Marc Ankenbauer has spent a surprising amount of time jumping into “freezing cold lakes for charity,” as his site puts it. Several years ago, Ankenbauer had what he rather bravely calls a “brief bout with cancer,” as though having cancer could ever be called a bout, and as though even the briefest cancer experience could really feel all that brief.

The way he describes his activity of lake-jumping may seem at first a vague euphemism for something else, but Ankenbauer does precisely what his website claims: for the past decade he has traveled through the back hills and the off-trail woods of  Waterton-Glacier International Peace Park (comprised of Glacier National Park in Montana and Waterton Lakes National Park across the border in Alberta, Canada) and has been jumping in every one of its 168 lakes, using any publicity to solicit donations for an organization that offers programs for cancer patients.
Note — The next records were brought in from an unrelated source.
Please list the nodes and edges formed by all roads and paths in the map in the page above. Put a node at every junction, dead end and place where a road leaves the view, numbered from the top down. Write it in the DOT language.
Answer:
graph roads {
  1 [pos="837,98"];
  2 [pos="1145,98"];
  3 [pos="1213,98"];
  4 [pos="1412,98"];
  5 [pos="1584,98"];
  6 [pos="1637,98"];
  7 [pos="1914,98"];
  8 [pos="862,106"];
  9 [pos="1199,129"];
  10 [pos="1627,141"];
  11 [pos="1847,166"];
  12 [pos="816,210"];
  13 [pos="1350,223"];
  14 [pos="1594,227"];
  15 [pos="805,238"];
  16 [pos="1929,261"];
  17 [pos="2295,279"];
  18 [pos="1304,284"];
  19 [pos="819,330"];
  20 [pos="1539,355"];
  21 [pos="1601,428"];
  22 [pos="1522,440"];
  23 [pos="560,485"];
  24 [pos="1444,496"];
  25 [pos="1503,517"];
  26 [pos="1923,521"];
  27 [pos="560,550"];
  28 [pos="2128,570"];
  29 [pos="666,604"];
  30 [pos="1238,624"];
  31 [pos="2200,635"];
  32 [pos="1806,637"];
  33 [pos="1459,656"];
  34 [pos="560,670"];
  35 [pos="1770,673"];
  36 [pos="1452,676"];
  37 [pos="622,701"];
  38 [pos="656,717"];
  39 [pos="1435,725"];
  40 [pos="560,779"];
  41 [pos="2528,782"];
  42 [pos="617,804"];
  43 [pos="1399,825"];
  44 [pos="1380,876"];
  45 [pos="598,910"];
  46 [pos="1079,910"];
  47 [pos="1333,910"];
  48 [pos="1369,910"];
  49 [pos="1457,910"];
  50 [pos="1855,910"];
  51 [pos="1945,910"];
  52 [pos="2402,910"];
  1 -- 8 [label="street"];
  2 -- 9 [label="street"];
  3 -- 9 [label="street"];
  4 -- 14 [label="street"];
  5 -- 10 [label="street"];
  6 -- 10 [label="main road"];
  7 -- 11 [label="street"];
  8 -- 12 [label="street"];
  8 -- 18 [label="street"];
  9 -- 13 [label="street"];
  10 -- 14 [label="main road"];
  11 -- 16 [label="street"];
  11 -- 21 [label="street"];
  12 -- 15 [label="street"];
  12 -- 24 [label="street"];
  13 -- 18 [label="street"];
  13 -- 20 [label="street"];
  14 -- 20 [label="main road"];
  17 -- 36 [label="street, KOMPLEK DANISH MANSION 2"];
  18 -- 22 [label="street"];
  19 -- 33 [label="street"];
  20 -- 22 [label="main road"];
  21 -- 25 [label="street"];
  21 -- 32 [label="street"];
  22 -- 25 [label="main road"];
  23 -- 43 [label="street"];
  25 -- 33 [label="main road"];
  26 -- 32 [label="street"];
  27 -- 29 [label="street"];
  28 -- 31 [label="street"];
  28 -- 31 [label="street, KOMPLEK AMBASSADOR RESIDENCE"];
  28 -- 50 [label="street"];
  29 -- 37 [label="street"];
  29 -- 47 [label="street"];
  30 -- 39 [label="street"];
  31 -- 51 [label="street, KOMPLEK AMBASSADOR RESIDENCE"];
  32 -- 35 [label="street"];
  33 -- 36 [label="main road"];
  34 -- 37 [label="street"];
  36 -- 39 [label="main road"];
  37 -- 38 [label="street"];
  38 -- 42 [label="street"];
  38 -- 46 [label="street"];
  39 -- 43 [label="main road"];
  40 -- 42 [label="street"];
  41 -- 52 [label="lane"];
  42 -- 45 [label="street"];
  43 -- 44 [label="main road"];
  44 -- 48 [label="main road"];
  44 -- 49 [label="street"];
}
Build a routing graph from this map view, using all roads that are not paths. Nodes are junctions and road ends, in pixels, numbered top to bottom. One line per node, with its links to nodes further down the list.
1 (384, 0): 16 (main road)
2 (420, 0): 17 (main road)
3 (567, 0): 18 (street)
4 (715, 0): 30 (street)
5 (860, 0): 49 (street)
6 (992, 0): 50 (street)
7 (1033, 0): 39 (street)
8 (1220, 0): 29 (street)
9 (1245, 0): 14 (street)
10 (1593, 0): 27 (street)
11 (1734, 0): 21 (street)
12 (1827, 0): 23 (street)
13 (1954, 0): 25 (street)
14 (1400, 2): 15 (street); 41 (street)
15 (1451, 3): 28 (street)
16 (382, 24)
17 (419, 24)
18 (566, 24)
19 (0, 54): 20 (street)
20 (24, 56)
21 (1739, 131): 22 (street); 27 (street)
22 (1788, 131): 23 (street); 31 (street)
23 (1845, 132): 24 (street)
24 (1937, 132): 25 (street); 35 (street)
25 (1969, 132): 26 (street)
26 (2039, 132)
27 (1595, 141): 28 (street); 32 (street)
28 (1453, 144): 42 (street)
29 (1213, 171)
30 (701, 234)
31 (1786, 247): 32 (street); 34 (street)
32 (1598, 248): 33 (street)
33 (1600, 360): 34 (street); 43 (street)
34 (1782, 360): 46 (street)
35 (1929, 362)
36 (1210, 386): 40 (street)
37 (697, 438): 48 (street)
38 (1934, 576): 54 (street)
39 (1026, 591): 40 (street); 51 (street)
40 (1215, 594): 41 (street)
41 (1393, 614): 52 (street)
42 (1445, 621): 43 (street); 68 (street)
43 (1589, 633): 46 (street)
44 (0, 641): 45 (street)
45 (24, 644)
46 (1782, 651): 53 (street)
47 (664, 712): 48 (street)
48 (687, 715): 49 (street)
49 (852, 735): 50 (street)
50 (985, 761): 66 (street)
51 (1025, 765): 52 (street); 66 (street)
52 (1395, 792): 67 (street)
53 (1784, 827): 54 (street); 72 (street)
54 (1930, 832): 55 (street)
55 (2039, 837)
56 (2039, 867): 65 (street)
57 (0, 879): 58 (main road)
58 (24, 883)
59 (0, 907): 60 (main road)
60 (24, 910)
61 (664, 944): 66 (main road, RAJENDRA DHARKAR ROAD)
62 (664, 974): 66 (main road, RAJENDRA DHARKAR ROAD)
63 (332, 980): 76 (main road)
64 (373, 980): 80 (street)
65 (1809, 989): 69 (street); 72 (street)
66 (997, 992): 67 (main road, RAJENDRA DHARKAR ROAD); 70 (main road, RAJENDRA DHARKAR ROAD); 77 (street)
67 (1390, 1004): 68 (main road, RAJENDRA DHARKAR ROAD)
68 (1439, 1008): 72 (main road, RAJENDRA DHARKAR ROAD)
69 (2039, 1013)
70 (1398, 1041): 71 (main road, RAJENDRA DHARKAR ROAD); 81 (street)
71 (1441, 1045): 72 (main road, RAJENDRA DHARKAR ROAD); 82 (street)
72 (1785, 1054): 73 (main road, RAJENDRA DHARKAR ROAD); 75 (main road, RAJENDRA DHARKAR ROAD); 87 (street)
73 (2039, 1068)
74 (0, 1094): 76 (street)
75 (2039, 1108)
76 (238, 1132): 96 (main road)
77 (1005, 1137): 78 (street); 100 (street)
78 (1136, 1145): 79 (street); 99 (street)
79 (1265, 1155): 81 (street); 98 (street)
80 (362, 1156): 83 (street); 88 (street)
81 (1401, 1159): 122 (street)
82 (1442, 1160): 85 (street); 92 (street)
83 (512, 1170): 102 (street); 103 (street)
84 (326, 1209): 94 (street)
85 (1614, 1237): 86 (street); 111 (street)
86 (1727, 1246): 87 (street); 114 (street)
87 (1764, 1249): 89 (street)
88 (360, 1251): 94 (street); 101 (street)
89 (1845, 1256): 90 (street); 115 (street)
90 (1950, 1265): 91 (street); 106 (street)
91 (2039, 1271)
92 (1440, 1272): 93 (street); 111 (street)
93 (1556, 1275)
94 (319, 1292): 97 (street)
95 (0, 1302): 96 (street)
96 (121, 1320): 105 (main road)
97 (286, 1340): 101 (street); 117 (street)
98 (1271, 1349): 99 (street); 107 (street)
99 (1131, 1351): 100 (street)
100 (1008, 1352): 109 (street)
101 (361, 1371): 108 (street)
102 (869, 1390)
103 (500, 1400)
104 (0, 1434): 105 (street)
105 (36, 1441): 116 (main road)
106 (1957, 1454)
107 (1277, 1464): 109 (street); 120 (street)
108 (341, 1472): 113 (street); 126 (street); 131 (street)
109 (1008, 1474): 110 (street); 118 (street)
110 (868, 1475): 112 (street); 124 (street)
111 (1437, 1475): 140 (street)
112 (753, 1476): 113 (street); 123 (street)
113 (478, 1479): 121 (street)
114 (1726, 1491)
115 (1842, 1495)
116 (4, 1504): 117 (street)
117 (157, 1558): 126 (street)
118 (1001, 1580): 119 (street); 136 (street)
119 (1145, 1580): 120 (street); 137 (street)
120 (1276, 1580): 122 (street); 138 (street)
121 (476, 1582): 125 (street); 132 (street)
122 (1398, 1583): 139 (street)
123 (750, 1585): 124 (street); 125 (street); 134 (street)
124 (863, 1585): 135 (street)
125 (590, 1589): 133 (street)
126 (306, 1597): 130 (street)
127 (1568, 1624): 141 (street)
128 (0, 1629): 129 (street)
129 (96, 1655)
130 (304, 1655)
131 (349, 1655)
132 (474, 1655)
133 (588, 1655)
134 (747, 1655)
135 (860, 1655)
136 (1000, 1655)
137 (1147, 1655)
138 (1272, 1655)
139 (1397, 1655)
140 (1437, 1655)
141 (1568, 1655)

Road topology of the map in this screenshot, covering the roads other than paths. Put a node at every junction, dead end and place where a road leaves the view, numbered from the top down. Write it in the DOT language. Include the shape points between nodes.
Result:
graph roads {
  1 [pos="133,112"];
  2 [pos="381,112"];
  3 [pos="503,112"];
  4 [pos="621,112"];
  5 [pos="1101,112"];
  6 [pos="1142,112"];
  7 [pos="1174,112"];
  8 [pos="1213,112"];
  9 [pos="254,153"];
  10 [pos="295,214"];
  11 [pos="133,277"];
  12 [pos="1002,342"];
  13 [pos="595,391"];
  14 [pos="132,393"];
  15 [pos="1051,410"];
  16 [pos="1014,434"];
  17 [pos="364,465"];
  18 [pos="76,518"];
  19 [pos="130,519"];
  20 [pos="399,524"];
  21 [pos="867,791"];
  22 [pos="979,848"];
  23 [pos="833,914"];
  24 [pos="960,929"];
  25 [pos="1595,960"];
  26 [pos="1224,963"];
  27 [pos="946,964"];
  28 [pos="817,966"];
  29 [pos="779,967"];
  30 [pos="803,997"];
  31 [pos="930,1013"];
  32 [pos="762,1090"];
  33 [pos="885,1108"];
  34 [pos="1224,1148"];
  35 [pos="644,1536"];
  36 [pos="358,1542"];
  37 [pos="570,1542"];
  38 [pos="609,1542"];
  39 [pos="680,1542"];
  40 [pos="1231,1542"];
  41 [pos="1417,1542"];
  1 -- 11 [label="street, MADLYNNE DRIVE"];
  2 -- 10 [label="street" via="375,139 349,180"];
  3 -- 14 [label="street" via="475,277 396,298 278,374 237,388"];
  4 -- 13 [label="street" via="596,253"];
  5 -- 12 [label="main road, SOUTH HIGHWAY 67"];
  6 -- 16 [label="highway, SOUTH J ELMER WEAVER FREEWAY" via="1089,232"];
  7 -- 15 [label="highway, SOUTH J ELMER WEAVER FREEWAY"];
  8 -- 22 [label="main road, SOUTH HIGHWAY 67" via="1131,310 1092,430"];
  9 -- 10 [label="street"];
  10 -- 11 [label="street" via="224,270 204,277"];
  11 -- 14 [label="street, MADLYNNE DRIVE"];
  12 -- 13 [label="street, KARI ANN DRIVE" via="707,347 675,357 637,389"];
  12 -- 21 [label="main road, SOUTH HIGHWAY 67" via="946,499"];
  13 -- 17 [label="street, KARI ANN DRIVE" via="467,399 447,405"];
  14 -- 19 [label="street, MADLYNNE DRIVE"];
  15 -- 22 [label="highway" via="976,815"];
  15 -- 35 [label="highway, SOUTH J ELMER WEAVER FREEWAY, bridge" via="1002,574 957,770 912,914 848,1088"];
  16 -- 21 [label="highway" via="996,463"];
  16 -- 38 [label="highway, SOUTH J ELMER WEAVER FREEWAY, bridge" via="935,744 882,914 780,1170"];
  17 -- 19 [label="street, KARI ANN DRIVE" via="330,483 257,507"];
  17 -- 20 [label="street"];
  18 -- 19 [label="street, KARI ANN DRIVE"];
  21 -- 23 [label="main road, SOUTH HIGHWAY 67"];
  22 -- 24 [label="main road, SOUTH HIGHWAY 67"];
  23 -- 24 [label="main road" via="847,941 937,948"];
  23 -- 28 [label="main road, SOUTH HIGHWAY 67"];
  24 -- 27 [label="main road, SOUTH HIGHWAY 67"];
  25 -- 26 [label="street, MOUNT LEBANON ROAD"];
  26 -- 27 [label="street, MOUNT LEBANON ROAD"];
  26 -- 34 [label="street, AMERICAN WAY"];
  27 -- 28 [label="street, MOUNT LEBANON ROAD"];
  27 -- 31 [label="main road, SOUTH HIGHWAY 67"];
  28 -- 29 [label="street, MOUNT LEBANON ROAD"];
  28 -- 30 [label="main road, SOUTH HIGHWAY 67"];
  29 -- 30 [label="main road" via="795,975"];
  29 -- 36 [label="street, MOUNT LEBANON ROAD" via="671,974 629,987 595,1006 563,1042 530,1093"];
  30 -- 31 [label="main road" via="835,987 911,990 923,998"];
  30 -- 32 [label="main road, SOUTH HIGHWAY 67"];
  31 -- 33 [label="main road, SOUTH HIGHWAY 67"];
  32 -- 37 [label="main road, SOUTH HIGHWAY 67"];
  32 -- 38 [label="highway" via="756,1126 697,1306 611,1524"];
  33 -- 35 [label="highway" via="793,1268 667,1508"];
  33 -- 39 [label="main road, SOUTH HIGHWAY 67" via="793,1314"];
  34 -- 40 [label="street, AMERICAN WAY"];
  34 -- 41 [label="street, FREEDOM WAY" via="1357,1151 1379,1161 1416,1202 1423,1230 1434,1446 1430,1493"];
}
There’s something brilliant in the way Ankenbauer approached his mission. His goal was simple—he wasn’t skydiving, base jumping, or anything so irresponsibly brash that everything he did was covered by a blanket of self-aggrandizing showboat machismo to overshadow his actual cause. He did something that was by no means easy (getting into the lakes is only half the battle—actually finding them in a huge international park is a feat on its own), but jumping into the frigid waters of lakes in Canada and Montana is endearing and in the spirit of the organization he was supporting (Camp Mak-A-Dream).

Marc finished his grand adventure of lake-jumping Sunday Sept. 8th, although he probably isn’t refusing donations to his site, Glacier Explorer, if you can take a hint.

The downside of the final lake jump on Sunday is that now Marc, who literally spent all his free time for ten years hiking the park and jumping into lakes, doesn’t have such a big mission on his mind. Perhaps he will take on something new soon. But it is important to keep in mind that the moral of Marc’s story can be examined in layers: the first, and more obvious, is that one can never do too much for a charitable cause, and the second, more complicated moral is that one should try to stray from any bigger life goals in case they either never come to fruition, or in case they come to a successful end and leave a big void in your life, and agenda. Complacency and immobility are the best ways to ward off the crushing effects of successfully reaching a lifelong goal.